Regulation Scope Key requirement Penalty
CAN-SPAM (US) Commercial email to US recipients; opt-out regime Truthful headers and subjects, physical postal address, working opt-out honored within 10 business days Over $50,000 per violating email (2026 FTC-adjusted maximum)
GDPR (EU) Personal data of EU residents, including named business emails Lawful basis (legitimate interest for B2B), documented balancing test, easy objection and erasure, data minimization Up to EUR 20 million or 4% of global annual revenue
ePrivacy / PECR (EU/UK) Electronic marketing specifically; varies by member state Country-specific: corporate addresses often permitted in the UK, prior consent effectively required in Germany and some others Varies by country; UK PECR fines up to GBP 500,000, plus civil claims
CASL (Canada) Commercial electronic messages to Canadian recipients; opt-in regime Express or implied consent before sending, identification, unsubscribe within 10 days Up to CAD $10 million per violation for organizations

A practical cold email compliance checklist

  • Send from your real name and your real domain, with SPF, DKIM, and DMARC configured and aligned.
  • Write subject lines that honestly describe the message. No fake "Re:" or "Fwd:" prefixes.
  • Include your valid physical postal address in every commercial email.
  • Include a working, one-click unsubscribe in every send, including the first one.
  • Process opt-outs immediately and keep a permanent suppression list checked before every send.
  • For EU prospects, document a legitimate interest assessment and target only people whose role makes your message relevant.
  • Check country-specific ePrivacy rules before emailing into Germany, Austria, and other consent-first jurisdictions, and apply CASL's consent rules for Canada.
  • Collect and store only the data you need: name, role, company, business email.
  • Watch your spam-complaint rate and stop or retarget any sequence trending toward 0.3%.
  • Keep records: where each address came from, when consent or assessment occurred, and when opt-outs were processed.

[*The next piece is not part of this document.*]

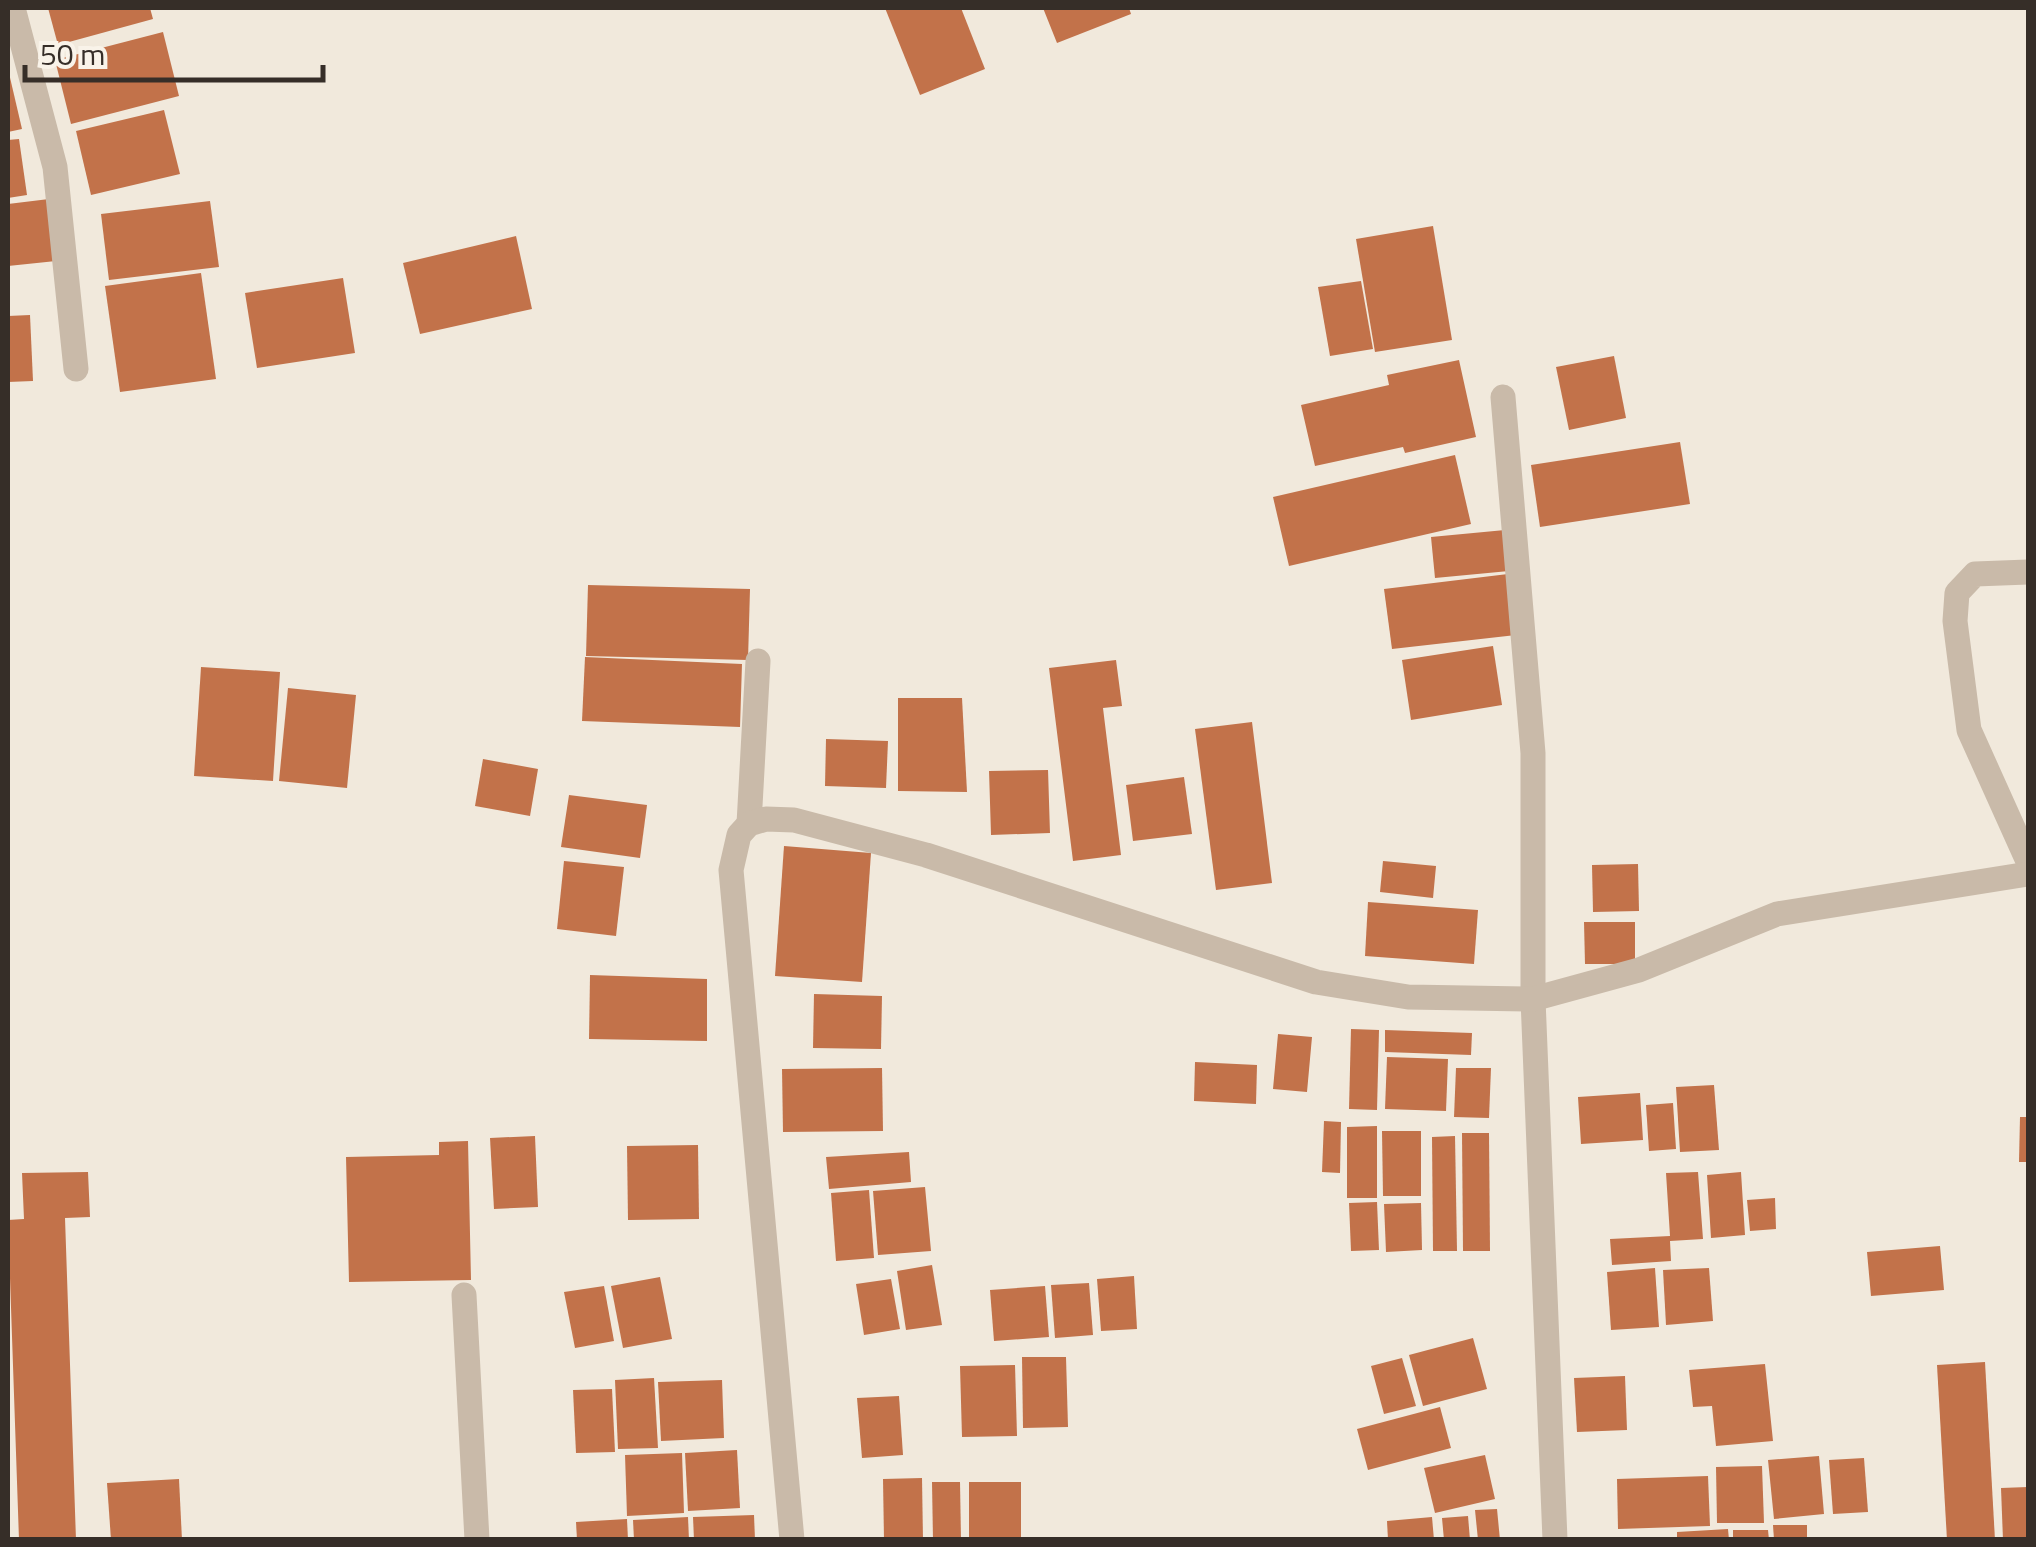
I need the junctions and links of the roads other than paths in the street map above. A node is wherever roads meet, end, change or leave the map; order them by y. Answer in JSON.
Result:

How AutoMail enforces compliance by design

Most compliance failures are not malicious; they are process failures. Someone forgets the postal address, an opt-out sits in an inbox for two weeks, a suppressed contact gets re-imported with a new list. AutoMail is built so those failures cannot happen in the first place. Every email sent through our cold email software carries a one-click unsubscribe, automatically, with no way to remove it. Opt-outs and objections are written to a suppression list the moment they happen and are honored across every campaign and every re-import. Sender identity is enforced: you send as yourself, from your authenticated domain, with SPF, DKIM, and DMARC checks surfaced before you launch. Spam-safety checks flag misleading subject lines, missing identification, and list-quality problems before a single message leaves the queue.

We are explicit about what AutoMail is for: permission-based, targeted B2B outreach to people your offer is genuinely relevant to. It is not a spam tool, and our anti-spam policy is enforced, not decorative. Accounts that attempt to strip identification, ignore suppressions, or blast scraped consumer lists are removed under our terms of service.

The bottom line

Cold email is legal when it is honest. Identify yourself, tell the truth in the subject line, include your address, make leaving effortless, and never email someone who opted out. In the EU, add a documented legitimate interest assessment and respect the stricter consent rules in countries that have them. In Canada, get consent first. Do that, and the law, the mailbox providers, and your recipients are all pulling in the same direction.

Disclaimer: This article is educational information about email marketing regulations as generally understood in 2026. It is not legal advice, laws and enforcement practices vary by jurisdiction and change over time, and your situation may differ. Consult qualified legal counsel before making compliance decisions for your business.